ただ我武者羅に突撃して敵を倒したくなる血気を抑えて周囲の状況を把握し、次につながる最善の手を最小限のコストで打った(長滞陣は出費がかさみます)元康の采配は、ベテランでもなかなか出来るものではありません。
実際に寺部城はその後(無理押ししたような記録もなく)攻略できているので、元康の初陣が少なからぬ効果を上げていることは確か。戦争で最終的な勝利をつかむには、その場限りの戦闘だけではなく、中長期的な視点が求められます。
と、理屈では解っているつもりでも、いざ現場に立ってみると興奮のあまり忘れてしまうのが(筆者のような)凡人の悲しいところ。17歳でこの采配、やはりただ者じゃありません。
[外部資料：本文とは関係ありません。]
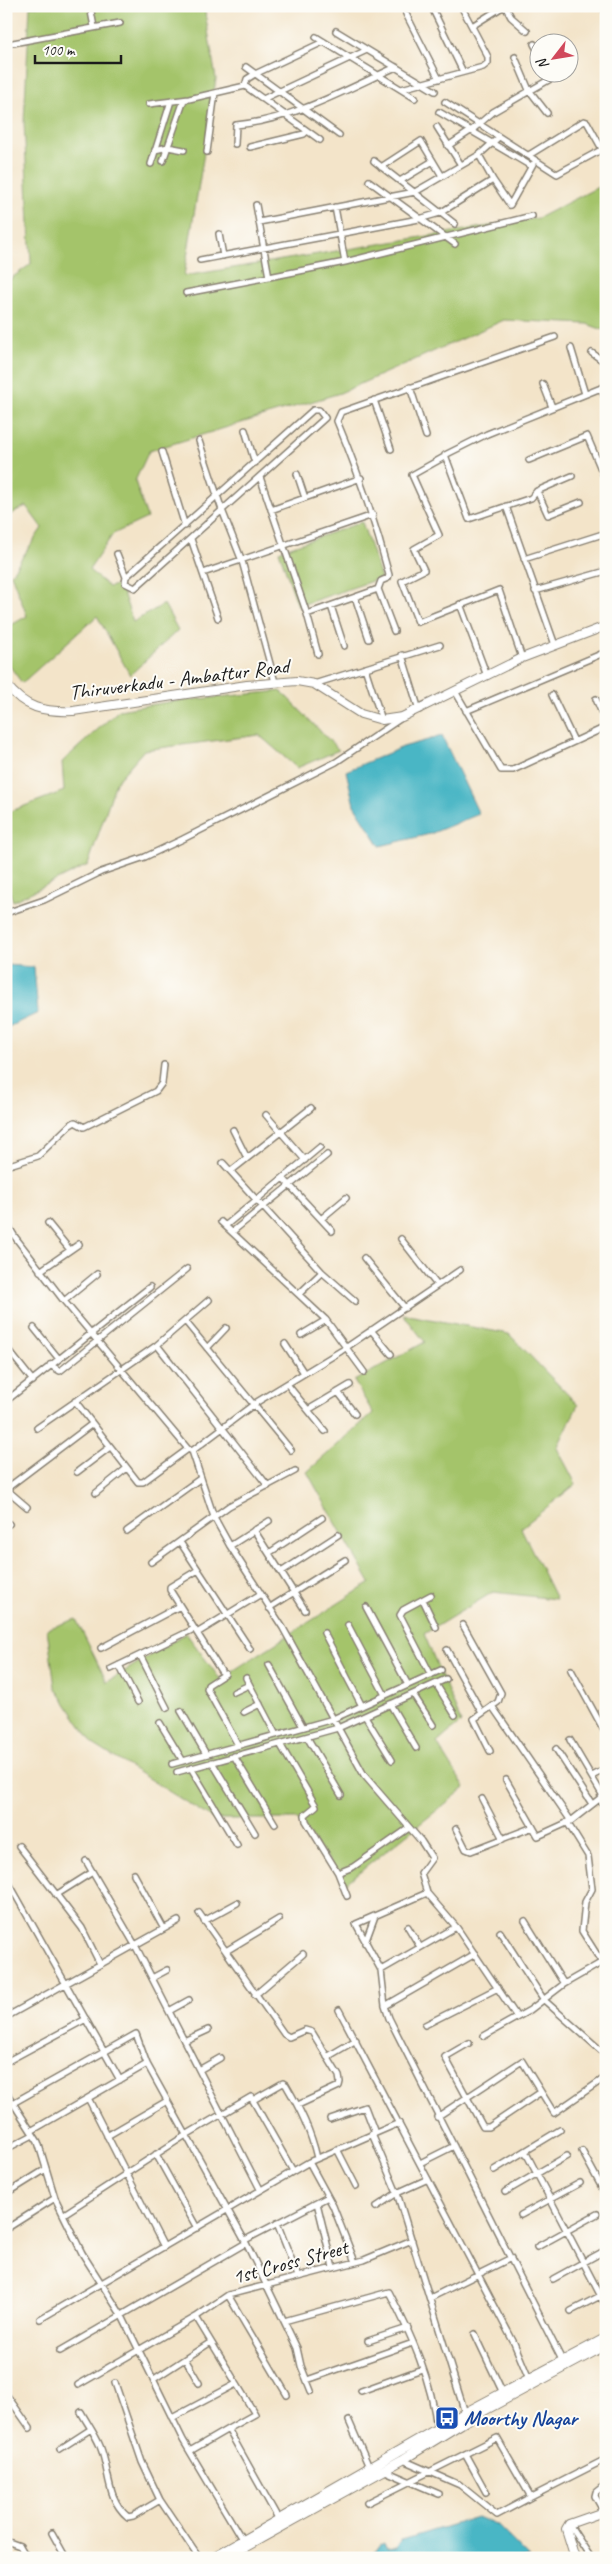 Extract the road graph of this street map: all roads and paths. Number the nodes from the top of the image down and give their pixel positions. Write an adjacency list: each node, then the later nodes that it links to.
1 (90, 6): 11 (street)
2 (461, 6): 10 (street)
3 (505, 6): 5 (street); 12 (street)
4 (603, 6): 7 (street)
5 (495, 9): 10 (street)
6 (433, 10): 22 (street)
7 (606, 12)
8 (406, 14): 25 (street)
9 (120, 23): 11 (street)
10 (472, 26): 22 (street)
11 (94, 27): 16 (street)
12 (527, 30)
13 (336, 31): 17 (street)
14 (316, 37): 15 (street)
15 (323, 42): 19 (street); 23 (street)
16 (13, 44)
17 (366, 50): 19 (street); 21 (street)
18 (515, 57): 30 (street)
19 (350, 58): 24 (street); 31 (street)
20 (246, 67): 23 (street)
21 (396, 67): 24 (street); 27 (street)
22 (463, 72): 25 (street)
23 (255, 74): 28 (street); 31 (street)
24 (378, 75): 29 (street); 40 (street)
25 (439, 79): 27 (street)
26 (545, 82): 30 (street)
27 (422, 84): 29 (street); 32 (street)
28 (245, 86): 33 (street); 35 (street)
29 (401, 89): 34 (street)
30 (530, 90): 42 (street); 44 (street)
31 (279, 91): 35 (street); 40 (street)
32 (435, 91)
33 (215, 93): 36 (street); 61 (street)
34 (415, 98)
35 (263, 99): 43 (street)
36 (184, 100): 37 (street); 46 (street)
37 (171, 101): 39 (street); 47 (street)
38 (445, 102): 44 (street)
39 (149, 104)
40 (303, 109): 43 (street); 50 (street)
41 (439, 112): 48 (street)
42 (547, 113)
43 (283, 114): 49 (street); 54 (street)
44 (479, 124): 48 (street); 51 (street)
45 (436, 127): 55 (street)
46 (175, 128): 47 (street); 56 (street)
47 (162, 129): 58 (street)
48 (472, 130): 53 (street); 55 (street)
49 (307, 131): 52 (street); 57 (street)
50 (339, 135)
51 (500, 137): 53 (street); 63 (street)
52 (320, 140)
53 (494, 142): 62 (street); 71 (street)
54 (235, 144)
55 (448, 146): 70 (street)
56 (168, 147): 58 (street); 59 (street); 68 (street)
57 (250, 147)
58 (155, 150): 69 (street)
59 (184, 150)
60 (601, 150): 63 (street); 64 (street); 65 (street)
61 (207, 152)
62 (479, 155): 70 (street); 74 (street)
63 (529, 155): 65 (street)
64 (606, 156)
65 (535, 159): 71 (street)
66 (374, 161): 72 (street)
67 (433, 161): 72 (street); 73 (street); 76 (street)
68 (164, 162)
69 (150, 164)
70 (461, 165): 73 (street)
71 (531, 166): 74 (street)
72 (381, 167): 76 (street)
73 (442, 176): 77 (street)
74 (493, 180): 81 (street)
75 (369, 181): 78 (street)
76 (400, 181): 77 (street)
77 (415, 192): 78 (street); 81 (street)
78 (391, 196): 80 (street); 83 (street)
79 (256, 205): 84 (street)
80 (335, 207): 84 (street); 87 (street)
81 (440, 213): 83 (street); 85 (street)
82 (532, 216): 88 (street)
83 (419, 219): 87 (street); 88 (street)
84 (259, 222): 90 (street)
85 (455, 224)
86 (219, 234): 91 (street)
87 (341, 234): 90 (street); 93 (street)
88 (446, 238): 89 (street); 93 (street)
89 (455, 244)
90 (263, 248): 91 (street); 94 (street)
91 (222, 256): 92 (street)
92 (200, 260)
93 (345, 262): 94 (street)
94 (269, 277): 95 (street)
95 (186, 293)
96 (555, 337): 101 (street)
97 (571, 348): 103 (street)
98 (592, 353): 99 (street)
99 (606, 363)
100 (543, 384): 106 (street)
101 (410, 387): 104 (street); 108 (street)
102 (603, 387): 103 (street); 105 (street)
103 (585, 394): 106 (street)
104 (374, 400): 110 (street); 118 (street)
105 (606, 400)
106 (552, 407): 112 (street)
107 (245, 430): 114 (street)
108 (426, 436)
109 (199, 441): 121 (street)
110 (392, 449)
111 (162, 452): 128 (street)
112 (446, 456): 124 (street); 141 (street)
113 (529, 460): 119 (street)
114 (255, 463): 117 (street); 121 (street)
115 (297, 474): 122 (street)
116 (572, 476): 120 (street)
117 (260, 477): 125 (street); 126 (street)
118 (361, 478): 122 (street); 127 (street)
119 (606, 481)
120 (537, 491): 123 (street); 124 (street)
121 (218, 497): 125 (street); 128 (street)
122 (305, 498): 126 (street)
123 (580, 502)
124 (506, 506): 133 (street)
125 (222, 510): 130 (street); 134 (street)
126 (271, 510): 131 (street)
127 (373, 515): 131 (street); 138 (street)
128 (185, 526): 137 (street)
129 (606, 533): 133 (street)
130 (191, 539): 136 (street); 137 (street)
131 (283, 546): 134 (street); 143 (street)
132 (117, 554): 137 (street)
133 (524, 559): 139 (street)
134 (242, 560): 136 (street); 157 (street)
135 (606, 571): 139 (street)
136 (203, 573): 144 (street)
137 (126, 578)
138 (378, 589): 140 (street); 146 (street)
139 (535, 591): 149 (street)
140 (355, 597): 142 (street); 147 (street)
141 (460, 604): 154 (street); 156 (street)
142 (331, 606): 143 (street); 150 (street)
143 (307, 614): 152 (street)
144 (218, 618)
145 (606, 626): 149 (main road, Thiruverkadu - Ambattur Road)
146 (394, 631)
147 (369, 639)
148 (440, 645): 153 (street)
149 (555, 645): 154 (main road, Thiruverkadu - Ambattur Road)
150 (344, 646)
151 (606, 652): 164 (street)
152 (318, 654)
153 (402, 655): 155 (street); 163 (street)
154 (522, 658): 156 (main road, Thiruverkadu - Ambattur Road)
155 (365, 668): 159 (street); 166 (street)
156 (487, 676): 160 (main road, Thiruverkadu - Ambattur Road)
157 (275, 682): 158 (main road, Thiruverkadu - Ambattur Road); 159 (main road, Thiruverkadu - Ambattur Road)
158 (6, 684)
159 (314, 684): 166 (main road, Thiruverkadu - Ambattur Road)
160 (455, 692): 163 (main road, Thiruverkadu - Ambattur Road); 164 (street)
161 (552, 695): 168 (street)
162 (596, 699): 167 (street)
163 (419, 710): 165 (main road, Thiruverkadu - Ambattur Road)
164 (466, 711): 168 (street)
165 (402, 717): 166 (main road, Thiruverkadu - Ambattur Road); 169 (street)
166 (382, 720)
167 (606, 725): 168 (street)
168 (574, 742)
169 (6, 913)
170 (164, 1065): 180 (street)
171 (311, 1108): 174 (street)
172 (266, 1115): 174 (street)
173 (233, 1130): 177 (street)
174 (280, 1132): 177 (street); 178 (street)
175 (320, 1148): 178 (street)
176 (327, 1155): 183 (street)
177 (246, 1158): 181 (street)
178 (305, 1160): 182 (street)
179 (223, 1163): 181 (street)
180 (6, 1166)
181 (231, 1170): 185 (street)
182 (283, 1178): 183 (street); 185 (street)
183 (290, 1185): 186 (street); 187 (street)
184 (346, 1198): 187 (street)
185 (257, 1199): 186 (street); 191 (street)
186 (264, 1206): 191 (street); 199 (street)
187 (321, 1219): 190 (street)
188 (6, 1222): 198 (street)
189 (48, 1223): 194 (street)
190 (332, 1231)
191 (232, 1232): 203 (street)
192 (401, 1240): 201 (street)
193 (79, 1244): 194 (street)
194 (70, 1250): 198 (street)
195 (364, 1258): 207 (street)
196 (187, 1269): 215 (street)
197 (460, 1270): 201 (street)
198 (40, 1271): 205 (street)
199 (322, 1272): 203 (street); 206 (street)
200 (98, 1274): 205 (street)
201 (437, 1285): 207 (street)
202 (150, 1287): 213 (street)
203 (299, 1294): 208 (street)
204 (209, 1300): 209 (street)
205 (64, 1301): 213 (street)
206 (355, 1301)
207 (405, 1308): 212 (street)
208 (326, 1320): 214 (street); 219 (street)
209 (184, 1322): 217 (street); 220 (street)
210 (34, 1328): 222 (street)
211 (226, 1328): 220 (street)
212 (371, 1330): 219 (street); 221 (street)
213 (91, 1333): 215 (street); 222 (street)
214 (301, 1335)
215 (97, 1340): 223 (street); 224 (street)
216 (285, 1344): 226 (street)
217 (158, 1345): 224 (street); 238 (street)
218 (6, 1347): 227 (street)
219 (346, 1347): 225 (street); 226 (street)
220 (206, 1348): 233 (street)
221 (391, 1354)
222 (59, 1359): 223 (street)
223 (50, 1365): 227 (street)
224 (122, 1369): 232 (street); 241 (street)
225 (364, 1372)
226 (304, 1373): 228 (street)
227 (33, 1381): 231 (street)
228 (287, 1384): 233 (street); 234 (street)
229 (350, 1386): 230 (street)
230 (338, 1392): 234 (street); 235 (street)
231 (7, 1400)
232 (75, 1402): 236 (street); 237 (street)
233 (254, 1404): 238 (street); 242 (street)
234 (308, 1410): 239 (street)
235 (356, 1414)
236 (92, 1424): 240 (street); 248 (street)
237 (37, 1428)
238 (223, 1428): 241 (street); 247 (street)
239 (325, 1431)
240 (110, 1447): 243 (street); 245 (street)
241 (190, 1450): 243 (street); 246 (street)
242 (291, 1450)
243 (127, 1468): 249 (street)
244 (295, 1471): 247 (street)
245 (77, 1472)
246 (202, 1478): 251 (street); 255 (street)
247 (268, 1486): 251 (street)
248 (6, 1489): 250 (street)
249 (96, 1493)
250 (27, 1507)
251 (214, 1517): 257 (street); 258 (street)
252 (322, 1518): 259 (street)
253 (269, 1521): 254 (street)
254 (254, 1530): 258 (street); 259 (street)
255 (127, 1532)
256 (338, 1536): 263 (street)
257 (180, 1542): 261 (street); 262 (street)
258 (230, 1546): 265 (street)
259 (269, 1553): 263 (street)
260 (345, 1560): 264 (street)
261 (152, 1562)
262 (198, 1570): 268 (street); 272 (street)
263 (281, 1572): 264 (street)
264 (294, 1592): 270 (street); 271 (street)
265 (259, 1595): 270 (street); 272 (street)
266 (431, 1595): 267 (street)
267 (422, 1600): 275 (street); 287 (street)
268 (180, 1606): 276 (street); 278 (street)
269 (366, 1607): 292 (street)
270 (269, 1608): 307 (street)
271 (305, 1610)
272 (228, 1614): 276 (street); 279 (street)
273 (348, 1625): 295 (street)
274 (463, 1625): 300 (street)
275 (436, 1627)
276 (196, 1631): 281 (street); 319 (street)
277 (324, 1633): 299 (street)
278 (101, 1648)
279 (250, 1648)
280 (447, 1650): 304 (street)
281 (140, 1655): 283 (street); 301 (street)
282 (269, 1664): 310 (street)
283 (119, 1665): 284 (street); 296 (street)
284 (111, 1669)
285 (441, 1670): 287 (street)
286 (571, 1670): 313 (street)
287 (431, 1675): 292 (street)
288 (246, 1678): 291 (street)
289 (446, 1679): 290 (street)
290 (436, 1684): 294 (street); 305 (street)
291 (249, 1685): 293 (street); 297 (street)
292 (408, 1685): 295 (street)
293 (234, 1692)
294 (413, 1694): 298 (street); 309 (street)
295 (385, 1695): 299 (street)
296 (138, 1702)
297 (260, 1704): 303 (street); 314 (street)
298 (390, 1704): 306 (street); 320 (street)
299 (362, 1706): 307 (street)
300 (492, 1706): 304 (street); 339 (street)
301 (167, 1708)
302 (182, 1711): 323 (street)
303 (244, 1712)
304 (482, 1713): 322 (street)
305 (455, 1715)
306 (364, 1716): 311 (street); 325 (street)
307 (333, 1719): 310 (street); 311 (street)
308 (160, 1722): 326 (street)
309 (433, 1725)
310 (302, 1727): 312 (street)
311 (338, 1728): 315 (street); 342 (street)
312 (284, 1732): 314 (street); 317 (street)
313 (606, 1734)
314 (276, 1735): 319 (street)
315 (306, 1736): 317 (street); 334 (street)
316 (570, 1740): 332 (street)
317 (290, 1741): 318 (street)
318 (280, 1744): 324 (street); 352 (street)
319 (238, 1746): 323 (street)
320 (416, 1748)
321 (556, 1748): 337 (street)
322 (490, 1751)
323 (206, 1754): 326 (street)
324 (234, 1756): 327 (street); 340 (street)
325 (392, 1760)
326 (183, 1761): 328 (street)
327 (212, 1762): 329 (street); 344 (street)
328 (172, 1764)
329 (191, 1768): 331 (street); 348 (street)
330 (606, 1769): 332 (street)
331 (177, 1772)
332 (592, 1776): 335 (street)
333 (506, 1780): 341 (street)
334 (341, 1794)
335 (600, 1798): 337 (street); 338 (street)
336 (482, 1799): 346 (street)
337 (592, 1804): 339 (street)
338 (606, 1811)
339 (569, 1822): 341 (street); 375 (street)
340 (275, 1824)
341 (533, 1827): 346 (street)
342 (409, 1828): 347 (street); 355 (street)
343 (456, 1829): 346 (street)
344 (255, 1833)
345 (387, 1835): 347 (street)
346 (503, 1839)
347 (392, 1840): 352 (street)
348 (237, 1845)
349 (19, 1846): 356 (street)
350 (86, 1861): 351 (street)
351 (91, 1873): 356 (street); 370 (street)
352 (338, 1873): 357 (street)
353 (134, 1874): 367 (street)
354 (6, 1878): 381 (street)
355 (427, 1892): 360 (street); 366 (street)
356 (56, 1895): 376 (street)
357 (348, 1896)
358 (237, 1902): 363 (street)
359 (199, 1913): 363 (street)
360 (375, 1915): 369 (street); 369 (street)
361 (279, 1919): 372 (street)
362 (178, 1921): 367 (street)
363 (204, 1921): 372 (street)
364 (525, 1921): 382 (street)
365 (408, 1927): 371 (street)
366 (456, 1927): 371 (street); 374 (street)
367 (164, 1929): 370 (street)
368 (500, 1932): 386 (street)
369 (364, 1943): 379 (street)
370 (135, 1945): 376 (street); 380 (street)
371 (420, 1947): 379 (street)
372 (226, 1952): 384 (street)
373 (303, 1954): 384 (street)
374 (475, 1954): 383 (street); 387 (street)
375 (603, 1962): 377 (street); 382 (street)
376 (100, 1964): 381 (street)
377 (606, 1969)
378 (167, 1970): 380 (street)
379 (381, 1970): 387 (street)
380 (152, 1978): 389 (street)
381 (65, 1983): 390 (street); 392 (street)
382 (564, 1984): 386 (street)
383 (498, 1988): 391 (street); 393 (street)
384 (255, 1995): 401 (street)
385 (189, 2000): 389 (street)
386 (544, 2000): 391 (street); 400 (street)
387 (385, 2006): 418 (street)
388 (339, 2010): 396 (street)
389 (168, 2011): 397 (street)
390 (6, 2017)
391 (517, 2017): 395 (street)
392 (86, 2019): 399 (street); 403 (street)
393 (425, 2025)
394 (208, 2030): 397 (street)
395 (484, 2036)
396 (356, 2040): 401 (street); 420 (street)
397 (184, 2041): 405 (street)
398 (469, 2043): 410 (street)
399 (104, 2052): 404 (street); 407 (street); 414 (street)
400 (606, 2055)
401 (328, 2057): 415 (street)
402 (220, 2058): 405 (street)
403 (6, 2062)
404 (147, 2064): 407 (street); 413 (street)
405 (198, 2070): 417 (street)
406 (606, 2076): 409 (street)
407 (120, 2080): 411 (street)
408 (6, 2092): 414 (street)
409 (540, 2092): 410 (street); 410 (street)
410 (468, 2097): 418 (street)
411 (88, 2098): 422 (street); 425 (street)
412 (253, 2100): 415 (street); 417 (street); 438 (street)
413 (167, 2101): 424 (street); 425 (street)
414 (14, 2103): 416 (street); 422 (street)
415 (298, 2105): 433 (street)
416 (6, 2107)
417 (221, 2113): 424 (street); 444 (street)
418 (437, 2116): 426 (street)
419 (330, 2119): 423 (street)
420 (399, 2123): 423 (street); 435 (street)
421 (560, 2130): 430 (street)
422 (32, 2133): 427 (street); 436 (street)
423 (374, 2134): 428 (street); 446 (street)
424 (186, 2135): 431 (street); 454 (street)
425 (107, 2136): 440 (street)
426 (454, 2146): 435 (street); 467 (street)
427 (6, 2149)
428 (338, 2149): 433 (street); 443 (street)
429 (582, 2150): 448 (street)
430 (525, 2151): 437 (street); 439 (street)
431 (156, 2154): 440 (street); 459 (street)
432 (567, 2156): 439 (street)
433 (317, 2158): 434 (street)
434 (309, 2162): 438 (street); 449 (street)
435 (420, 2163): 441 (street)
436 (46, 2169): 447 (street); 450 (street)
437 (494, 2170)
438 (293, 2171): 444 (street)
439 (537, 2174): 445 (street); 451 (street)
440 (126, 2175): 455 (street); 464 (street)
441 (428, 2180): 446 (street); 471 (street)
442 (580, 2183): 451 (street)
443 (356, 2186)
444 (260, 2190): 454 (street)
445 (505, 2192)
446 (397, 2193): 453 (street); 462 (street)
447 (6, 2194)
448 (606, 2196)
449 (328, 2197): 452 (street); 468 (street)
450 (56, 2198): 455 (street); 460 (street)
451 (550, 2199): 457 (street); 461 (street)
452 (317, 2203): 458 (street); 470 (street)
453 (376, 2207)
454 (227, 2210): 459 (street); 463 (street)
455 (64, 2214): 474 (street)
456 (597, 2214): 461 (street)
457 (520, 2215)
458 (277, 2223): 463 (street); 472 (street)
459 (197, 2228): 464 (street)
460 (6, 2229)
461 (567, 2231): 465 (street); 469 (street)
462 (412, 2240): 468 (street, 1st Cross Street); 478 (street)
463 (245, 2242): 475 (street); 481 (street)
464 (164, 2247): 474 (street)
465 (537, 2247)
466 (606, 2250): 469 (street)
467 (512, 2258): 471 (street); 495 (street)
468 (355, 2262): 470 (street, 1st Cross Street)
469 (584, 2263): 473 (street); 476 (street)
470 (333, 2268): 472 (street, 1st Cross Street)
471 (478, 2274): 478 (street); 498 (street)
472 (298, 2276): 475 (street, 1st Cross Street)
473 (553, 2279)
474 (102, 2283): 481 (street); 483 (street)
475 (266, 2284): 477 (street, 1st Cross Street); 484 (street)
476 (603, 2294): 479 (street); 480 (street)
477 (228, 2295): 482 (street, 1st Cross Street); 508 (street)
478 (430, 2298): 510 (street)
479 (606, 2306)
480 (571, 2311)
481 (122, 2316): 492 (street); 493 (street)
482 (196, 2316): 489 (street); 492 (street, 1st Cross Street)
483 (40, 2319)
484 (284, 2321): 485 (street); 499 (street)
485 (408, 2328): 488 (street); 490 (street)
486 (475, 2334): 506 (street)
487 (606, 2338): 495 (main road)
488 (368, 2341)
489 (212, 2342): 494 (street); 502 (street)
490 (413, 2343): 496 (street); 499 (street)
491 (606, 2346): 495 (main road)
492 (139, 2348): 497 (street); 503 (street, 1st Cross Street)
493 (60, 2352)
494 (185, 2359): 497 (street); 501 (street)
495 (564, 2364): 498 (main road); 521 (main road)
496 (422, 2370): 504 (street); 516 (street)
497 (154, 2379): 511 (street)
498 (529, 2379): 506 (main road)
499 (307, 2380): 505 (street)
500 (116, 2384): 530 (street)
501 (199, 2384)
502 (236, 2384): 511 (street); 515 (street)
503 (78, 2385)
504 (361, 2390)
505 (311, 2391)
506 (503, 2393): 510 (main road)
507 (6, 2394): 513 (street)
508 (287, 2395)
509 (80, 2412): 514 (street)
510 (465, 2413): 516 (main road)
511 (172, 2418): 518 (street)
512 (349, 2421): 522 (street)
513 (30, 2428)
514 (91, 2429): 517 (street); 530 (street)
515 (228, 2429): 518 (street); 533 (street)
516 (437, 2429): 522 (main road)
517 (60, 2449)
518 (190, 2451): 537 (street)
519 (466, 2454): 524 (street); 527 (street); 529 (street)
520 (606, 2459): 529 (street)
521 (402, 2460): 523 (main road); 524 (street)
522 (369, 2467): 533 (main road)
523 (383, 2470): 525 (street); 537 (main road)
524 (431, 2471): 525 (street); 529 (street)
525 (410, 2482): 528 (street); 531 (street)
526 (606, 2484): 532 (street)
527 (486, 2492)
528 (439, 2494)
529 (531, 2497)
530 (160, 2500): 540 (street)
531 (367, 2503)
532 (605, 2512): 534 (main road)
533 (280, 2521): 537 (main road)
534 (569, 2524): 543 (main road); 544 (street)
535 (52, 2533): 539 (street)
536 (6, 2541): 538 (street)
537 (244, 2544): 541 (main road); 542 (main road)
538 (27, 2558)
539 (66, 2558)
540 (199, 2558)
541 (212, 2558)
542 (225, 2558)
543 (575, 2558)
544 (591, 2558)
もちろん、元康だって生まれつきこんな資質を備えていた訳ではなく、彼に英才教育をほどこした今川の名僧・太原崇孚(たいげん すうふ/そうふ。太源雪斎)の存在がありました。
桶狭間の敗北は太源雪斎が(既に病死して)いなかったから、とまで言われた彼と竹千代のエピソード(修行時代)も、大河ドラマで描いて欲しかったところです。
終わりに
以上、『徳川実紀』より松平元康の初陣エピソードを紹介してきました。劇中ではナレーションで片付けられてしまいましたが、ちょっと勿体なかったのではないでしょうか。
17歳で後詰にまで気を行き届かせ、最小限のコストで最大限の戦果を次につなげた見事な采配は、家臣や義元が感激するのも解ります。
「背中に気をつけろよ?甥っ子ぉ……」
第3回放送「三河平定戦」で伯父の水野信元(演:寺島進)に笑われていました(実際に刈谷城攻めの最中、後詰の襲撃にうろたえて逃げ出していました)が、もし実際の元康がこの場面を見たら、果たしてどう思ったでしょうか。
今後、松本潤演じる大河元康が名将に成長していく姿を、これからも楽しみに見届けたいと思います。